#### Data for the task:
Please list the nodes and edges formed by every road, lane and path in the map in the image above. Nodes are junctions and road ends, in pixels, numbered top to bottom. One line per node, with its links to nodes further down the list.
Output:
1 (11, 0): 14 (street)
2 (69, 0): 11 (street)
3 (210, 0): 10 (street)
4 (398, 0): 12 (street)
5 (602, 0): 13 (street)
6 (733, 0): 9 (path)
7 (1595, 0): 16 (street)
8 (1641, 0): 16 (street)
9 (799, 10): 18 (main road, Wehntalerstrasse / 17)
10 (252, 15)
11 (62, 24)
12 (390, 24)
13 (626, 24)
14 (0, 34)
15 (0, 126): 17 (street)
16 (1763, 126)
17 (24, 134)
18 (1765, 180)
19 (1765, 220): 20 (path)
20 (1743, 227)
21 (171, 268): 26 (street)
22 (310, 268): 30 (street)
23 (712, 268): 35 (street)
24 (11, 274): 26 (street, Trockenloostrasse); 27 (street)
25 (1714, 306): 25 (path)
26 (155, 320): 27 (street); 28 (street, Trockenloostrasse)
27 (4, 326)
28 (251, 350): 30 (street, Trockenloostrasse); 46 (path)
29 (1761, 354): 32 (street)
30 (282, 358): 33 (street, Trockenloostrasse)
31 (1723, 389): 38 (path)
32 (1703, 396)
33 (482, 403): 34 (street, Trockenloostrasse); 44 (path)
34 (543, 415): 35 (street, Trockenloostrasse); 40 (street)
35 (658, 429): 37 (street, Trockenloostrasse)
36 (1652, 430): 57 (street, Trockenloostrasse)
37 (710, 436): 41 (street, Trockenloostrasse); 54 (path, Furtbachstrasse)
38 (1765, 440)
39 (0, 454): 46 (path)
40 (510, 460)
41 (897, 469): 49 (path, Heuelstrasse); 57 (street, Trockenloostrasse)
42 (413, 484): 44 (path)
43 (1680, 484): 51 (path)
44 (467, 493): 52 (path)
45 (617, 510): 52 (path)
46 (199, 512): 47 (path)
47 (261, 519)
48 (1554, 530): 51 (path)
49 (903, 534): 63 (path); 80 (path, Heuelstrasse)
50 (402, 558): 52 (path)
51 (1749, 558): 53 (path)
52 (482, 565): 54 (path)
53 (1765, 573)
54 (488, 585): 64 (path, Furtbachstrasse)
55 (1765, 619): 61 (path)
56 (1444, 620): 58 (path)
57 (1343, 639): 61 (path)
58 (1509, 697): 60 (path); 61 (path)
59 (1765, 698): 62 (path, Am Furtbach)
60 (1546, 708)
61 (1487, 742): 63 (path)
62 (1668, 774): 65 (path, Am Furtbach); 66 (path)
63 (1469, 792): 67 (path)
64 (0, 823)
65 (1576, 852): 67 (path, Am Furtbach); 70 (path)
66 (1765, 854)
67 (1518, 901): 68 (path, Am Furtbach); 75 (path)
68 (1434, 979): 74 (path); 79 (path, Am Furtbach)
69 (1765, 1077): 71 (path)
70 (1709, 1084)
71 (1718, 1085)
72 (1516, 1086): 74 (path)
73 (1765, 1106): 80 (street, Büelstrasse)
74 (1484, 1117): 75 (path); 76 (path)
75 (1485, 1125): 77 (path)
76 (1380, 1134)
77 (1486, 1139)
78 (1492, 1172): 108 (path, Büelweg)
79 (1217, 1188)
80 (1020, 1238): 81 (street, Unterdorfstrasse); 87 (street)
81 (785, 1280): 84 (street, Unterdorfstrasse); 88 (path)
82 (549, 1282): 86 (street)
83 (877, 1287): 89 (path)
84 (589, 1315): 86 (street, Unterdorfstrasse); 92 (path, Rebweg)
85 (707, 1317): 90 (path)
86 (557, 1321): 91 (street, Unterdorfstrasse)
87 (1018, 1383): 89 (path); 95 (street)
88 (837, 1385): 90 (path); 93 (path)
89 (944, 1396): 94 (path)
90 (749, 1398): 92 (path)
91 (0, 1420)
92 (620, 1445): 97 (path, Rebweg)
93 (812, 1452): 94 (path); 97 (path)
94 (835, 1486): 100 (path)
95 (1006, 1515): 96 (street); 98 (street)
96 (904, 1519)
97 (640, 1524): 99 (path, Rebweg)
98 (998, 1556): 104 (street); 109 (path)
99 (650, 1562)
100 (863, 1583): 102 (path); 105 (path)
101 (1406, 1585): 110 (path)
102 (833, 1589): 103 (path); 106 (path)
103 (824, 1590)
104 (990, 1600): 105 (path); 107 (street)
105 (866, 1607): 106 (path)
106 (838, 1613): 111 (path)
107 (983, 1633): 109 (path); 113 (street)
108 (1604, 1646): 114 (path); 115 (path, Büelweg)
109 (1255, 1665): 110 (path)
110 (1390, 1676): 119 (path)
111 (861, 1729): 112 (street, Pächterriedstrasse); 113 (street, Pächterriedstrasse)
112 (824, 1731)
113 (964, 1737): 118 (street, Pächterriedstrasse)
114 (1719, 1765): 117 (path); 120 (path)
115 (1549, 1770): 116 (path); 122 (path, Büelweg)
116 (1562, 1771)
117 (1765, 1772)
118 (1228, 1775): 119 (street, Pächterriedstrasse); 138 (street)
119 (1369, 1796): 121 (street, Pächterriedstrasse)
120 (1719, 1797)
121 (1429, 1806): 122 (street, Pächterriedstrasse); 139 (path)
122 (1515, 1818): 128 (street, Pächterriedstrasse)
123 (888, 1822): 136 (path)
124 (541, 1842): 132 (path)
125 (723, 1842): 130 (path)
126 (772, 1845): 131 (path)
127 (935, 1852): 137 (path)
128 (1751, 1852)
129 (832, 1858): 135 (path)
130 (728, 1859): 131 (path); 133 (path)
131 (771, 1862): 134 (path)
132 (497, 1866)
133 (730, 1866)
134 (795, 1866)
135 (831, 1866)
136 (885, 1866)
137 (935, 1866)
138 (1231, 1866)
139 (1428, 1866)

#### Exercise goal:
Check every line of the data, and copy the ones that contain "Rebweg".

#### Expected answer:
84 (589, 1315): 86 (street, Unterdorfstrasse); 92 (path, Rebweg)
92 (620, 1445): 97 (path, Rebweg)
97 (640, 1524): 99 (path, Rebweg)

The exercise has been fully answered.